God knows if it'll be any good at all, and the chances of the People What Run Proper TV commissioning a sitcom from my babyshow company are miniscule, but I'm in one of those 'just give it a go' moods.

Except now, obviously, I'm avoiding the 'go' and blogging instead. It's because I've lost my chocolate bar. I wish that was an innuendo or allusion but, disappointingly, it's a simple fact.

My frankly illogical and pointless decision to try and write a sitcom - something that happens at least once a year - has reminded me of my long-dead cartoon sitcom about just-dead people. I'd just started my own company, came up with this idea, and set about raising some funds to make it.

And - what a break! - someone I'd worked with introduced me to a very rich man who wanted to fund comedy. Result, eh? Well, not really. Firstly, this man might have been very rich but he certainly wasn't going to give actual money to me without a fight. Meetings, parties, booze, meals - that was all fine, lots of lovely schmoozing in great places, but genuine money for scripts or characters or the existing-in-the-real-world items that might get a broadcaster interested in the show - nah...

Secondly, he was somewhat... er, slightly... now, how should I put it? Incredibly, astonishingly, overwhelmingly rude, arrogant, unfunny and loud. And, lastly but not leastly, he was disliked by almost everyone in the comedy industry - as in totally hated and bad-mouthed and cursed about. Until he'd turn up at the Groucho Club, card behind the bar, when everyone smiled and laughed at his puns and agreed to do reams of work for no money but more wine.

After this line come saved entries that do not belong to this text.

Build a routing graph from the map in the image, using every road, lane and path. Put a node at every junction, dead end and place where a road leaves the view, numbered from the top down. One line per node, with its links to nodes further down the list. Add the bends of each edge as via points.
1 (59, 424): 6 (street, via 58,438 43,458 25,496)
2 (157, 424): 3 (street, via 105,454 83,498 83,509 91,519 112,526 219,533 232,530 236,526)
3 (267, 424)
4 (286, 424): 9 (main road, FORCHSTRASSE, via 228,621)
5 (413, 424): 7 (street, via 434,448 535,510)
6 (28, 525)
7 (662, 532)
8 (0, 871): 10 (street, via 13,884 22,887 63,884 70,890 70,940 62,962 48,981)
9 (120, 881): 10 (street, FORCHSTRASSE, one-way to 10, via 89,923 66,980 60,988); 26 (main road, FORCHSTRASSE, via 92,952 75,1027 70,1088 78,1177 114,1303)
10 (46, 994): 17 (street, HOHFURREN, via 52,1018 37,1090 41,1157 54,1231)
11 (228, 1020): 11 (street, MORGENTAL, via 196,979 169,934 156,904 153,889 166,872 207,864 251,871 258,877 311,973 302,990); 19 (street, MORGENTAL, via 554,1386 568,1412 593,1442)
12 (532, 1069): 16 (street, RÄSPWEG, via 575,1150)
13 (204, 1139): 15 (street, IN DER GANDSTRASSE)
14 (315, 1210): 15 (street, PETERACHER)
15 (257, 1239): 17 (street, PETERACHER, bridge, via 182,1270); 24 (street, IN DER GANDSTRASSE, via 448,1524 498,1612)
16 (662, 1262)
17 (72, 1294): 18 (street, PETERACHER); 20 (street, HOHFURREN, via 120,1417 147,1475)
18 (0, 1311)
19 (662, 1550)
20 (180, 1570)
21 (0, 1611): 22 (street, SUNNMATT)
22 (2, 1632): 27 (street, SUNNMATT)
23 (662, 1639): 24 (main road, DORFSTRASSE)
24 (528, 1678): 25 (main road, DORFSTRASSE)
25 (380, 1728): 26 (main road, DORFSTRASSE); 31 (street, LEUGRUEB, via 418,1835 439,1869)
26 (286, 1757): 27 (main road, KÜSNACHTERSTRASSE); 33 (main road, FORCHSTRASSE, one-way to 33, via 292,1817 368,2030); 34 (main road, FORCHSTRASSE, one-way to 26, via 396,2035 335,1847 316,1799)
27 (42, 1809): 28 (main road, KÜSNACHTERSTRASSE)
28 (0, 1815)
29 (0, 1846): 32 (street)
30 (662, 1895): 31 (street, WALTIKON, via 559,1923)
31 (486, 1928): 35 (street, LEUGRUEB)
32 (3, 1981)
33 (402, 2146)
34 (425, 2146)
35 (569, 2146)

One such meeting - or 'meeeeeeeeeeeeeeeeeeeding' as he'd call it - had me and my techie co-company owner being picked over by an Animation Expert to see how and why our cartoon systems were so special. The truth was that they weren't, it was just we used computers and programs designed to create video game animation for the telly. And video game animators, who were a tenth of the price of proper ones.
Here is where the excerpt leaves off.